List each line of the data that holds the string "Forest", please.

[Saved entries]
┌────────
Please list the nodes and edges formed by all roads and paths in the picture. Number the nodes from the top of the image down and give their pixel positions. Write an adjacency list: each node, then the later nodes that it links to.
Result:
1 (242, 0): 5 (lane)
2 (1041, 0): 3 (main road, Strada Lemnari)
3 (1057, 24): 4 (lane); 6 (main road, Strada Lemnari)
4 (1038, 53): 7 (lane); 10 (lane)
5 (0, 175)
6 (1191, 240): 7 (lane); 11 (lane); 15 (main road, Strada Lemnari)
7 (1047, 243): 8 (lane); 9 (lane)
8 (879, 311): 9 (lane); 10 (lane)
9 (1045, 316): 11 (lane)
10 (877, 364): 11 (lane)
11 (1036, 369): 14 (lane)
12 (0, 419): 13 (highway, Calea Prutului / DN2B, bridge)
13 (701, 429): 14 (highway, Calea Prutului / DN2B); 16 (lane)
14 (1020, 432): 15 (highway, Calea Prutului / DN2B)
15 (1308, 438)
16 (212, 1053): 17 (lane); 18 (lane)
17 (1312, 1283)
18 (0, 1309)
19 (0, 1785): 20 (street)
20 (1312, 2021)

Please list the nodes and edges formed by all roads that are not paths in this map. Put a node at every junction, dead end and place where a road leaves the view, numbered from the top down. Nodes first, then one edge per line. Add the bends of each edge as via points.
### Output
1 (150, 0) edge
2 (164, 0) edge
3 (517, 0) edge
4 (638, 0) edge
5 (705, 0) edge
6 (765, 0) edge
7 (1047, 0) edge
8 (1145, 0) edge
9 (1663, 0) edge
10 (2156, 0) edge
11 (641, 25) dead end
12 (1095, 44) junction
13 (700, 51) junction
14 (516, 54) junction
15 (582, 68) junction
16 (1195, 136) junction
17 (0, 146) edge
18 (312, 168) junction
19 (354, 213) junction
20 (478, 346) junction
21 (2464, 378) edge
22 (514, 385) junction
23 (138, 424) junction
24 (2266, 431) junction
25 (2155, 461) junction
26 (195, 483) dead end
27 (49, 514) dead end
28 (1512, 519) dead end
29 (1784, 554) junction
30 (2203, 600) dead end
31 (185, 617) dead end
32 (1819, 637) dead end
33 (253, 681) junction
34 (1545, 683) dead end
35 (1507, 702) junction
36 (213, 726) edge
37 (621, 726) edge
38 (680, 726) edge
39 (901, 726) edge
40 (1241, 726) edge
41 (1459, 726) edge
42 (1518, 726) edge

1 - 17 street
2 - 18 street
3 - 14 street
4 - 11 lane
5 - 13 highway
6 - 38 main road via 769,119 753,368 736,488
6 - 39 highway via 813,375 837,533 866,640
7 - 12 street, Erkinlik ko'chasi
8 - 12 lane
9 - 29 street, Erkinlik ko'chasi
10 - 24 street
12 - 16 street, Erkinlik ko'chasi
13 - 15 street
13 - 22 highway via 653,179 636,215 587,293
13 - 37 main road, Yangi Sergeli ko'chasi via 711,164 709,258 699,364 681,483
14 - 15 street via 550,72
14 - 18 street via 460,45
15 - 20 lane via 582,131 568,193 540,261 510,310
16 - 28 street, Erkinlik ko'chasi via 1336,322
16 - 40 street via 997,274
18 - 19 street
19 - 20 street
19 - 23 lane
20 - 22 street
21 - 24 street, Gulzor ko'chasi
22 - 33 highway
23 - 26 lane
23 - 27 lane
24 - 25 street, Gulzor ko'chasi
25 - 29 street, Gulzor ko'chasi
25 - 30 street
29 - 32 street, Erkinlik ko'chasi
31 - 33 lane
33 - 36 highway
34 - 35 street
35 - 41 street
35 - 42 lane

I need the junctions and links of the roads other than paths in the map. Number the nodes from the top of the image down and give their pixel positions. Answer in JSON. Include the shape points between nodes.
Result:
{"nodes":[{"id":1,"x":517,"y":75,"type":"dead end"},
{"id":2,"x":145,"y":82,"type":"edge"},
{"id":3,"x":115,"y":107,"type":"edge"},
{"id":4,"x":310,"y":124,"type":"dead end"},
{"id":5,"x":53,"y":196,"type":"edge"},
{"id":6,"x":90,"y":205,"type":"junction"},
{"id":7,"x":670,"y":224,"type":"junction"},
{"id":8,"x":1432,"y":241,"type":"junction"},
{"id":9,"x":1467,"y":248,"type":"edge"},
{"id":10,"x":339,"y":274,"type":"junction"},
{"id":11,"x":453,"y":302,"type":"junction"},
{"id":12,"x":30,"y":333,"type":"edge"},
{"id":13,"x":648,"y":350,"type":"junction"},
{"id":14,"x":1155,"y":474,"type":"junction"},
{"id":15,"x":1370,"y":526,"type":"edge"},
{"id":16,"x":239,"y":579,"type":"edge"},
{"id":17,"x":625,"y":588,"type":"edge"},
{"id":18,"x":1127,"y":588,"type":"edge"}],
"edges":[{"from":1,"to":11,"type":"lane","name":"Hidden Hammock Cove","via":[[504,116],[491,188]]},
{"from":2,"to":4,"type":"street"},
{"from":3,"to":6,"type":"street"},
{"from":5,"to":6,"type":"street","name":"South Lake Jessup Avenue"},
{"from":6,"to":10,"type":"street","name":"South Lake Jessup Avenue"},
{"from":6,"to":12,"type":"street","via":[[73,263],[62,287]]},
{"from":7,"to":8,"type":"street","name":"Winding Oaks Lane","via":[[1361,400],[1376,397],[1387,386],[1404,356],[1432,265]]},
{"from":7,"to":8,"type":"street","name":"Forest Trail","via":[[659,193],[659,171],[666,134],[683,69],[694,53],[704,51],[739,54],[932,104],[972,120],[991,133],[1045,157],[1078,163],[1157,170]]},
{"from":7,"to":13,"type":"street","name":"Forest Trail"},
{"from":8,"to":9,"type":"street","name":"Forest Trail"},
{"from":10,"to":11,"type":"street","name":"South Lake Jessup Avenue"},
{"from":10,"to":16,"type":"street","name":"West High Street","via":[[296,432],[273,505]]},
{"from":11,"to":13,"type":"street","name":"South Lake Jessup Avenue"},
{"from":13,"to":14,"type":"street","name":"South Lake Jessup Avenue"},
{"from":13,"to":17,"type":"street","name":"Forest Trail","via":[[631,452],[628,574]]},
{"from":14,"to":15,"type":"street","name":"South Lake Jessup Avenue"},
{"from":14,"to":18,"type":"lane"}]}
└────────
Answer to the exercise
{"from":7,"to":8,"type":"street","name":"Forest Trail","via":[[659,193],[659,171],[666,134],[683,69],[694,53],[704,51],[739,54],[932,104],[972,120],[991,133],[1045,157],[1078,163],[1157,170]]},
{"from":7,"to":13,"type":"street","name":"Forest Trail"},
{"from":8,"to":9,"type":"street","name":"Forest Trail"},
{"from":13,"to":17,"type":"street","name":"Forest Trail","via":[[631,452],[628,574]]},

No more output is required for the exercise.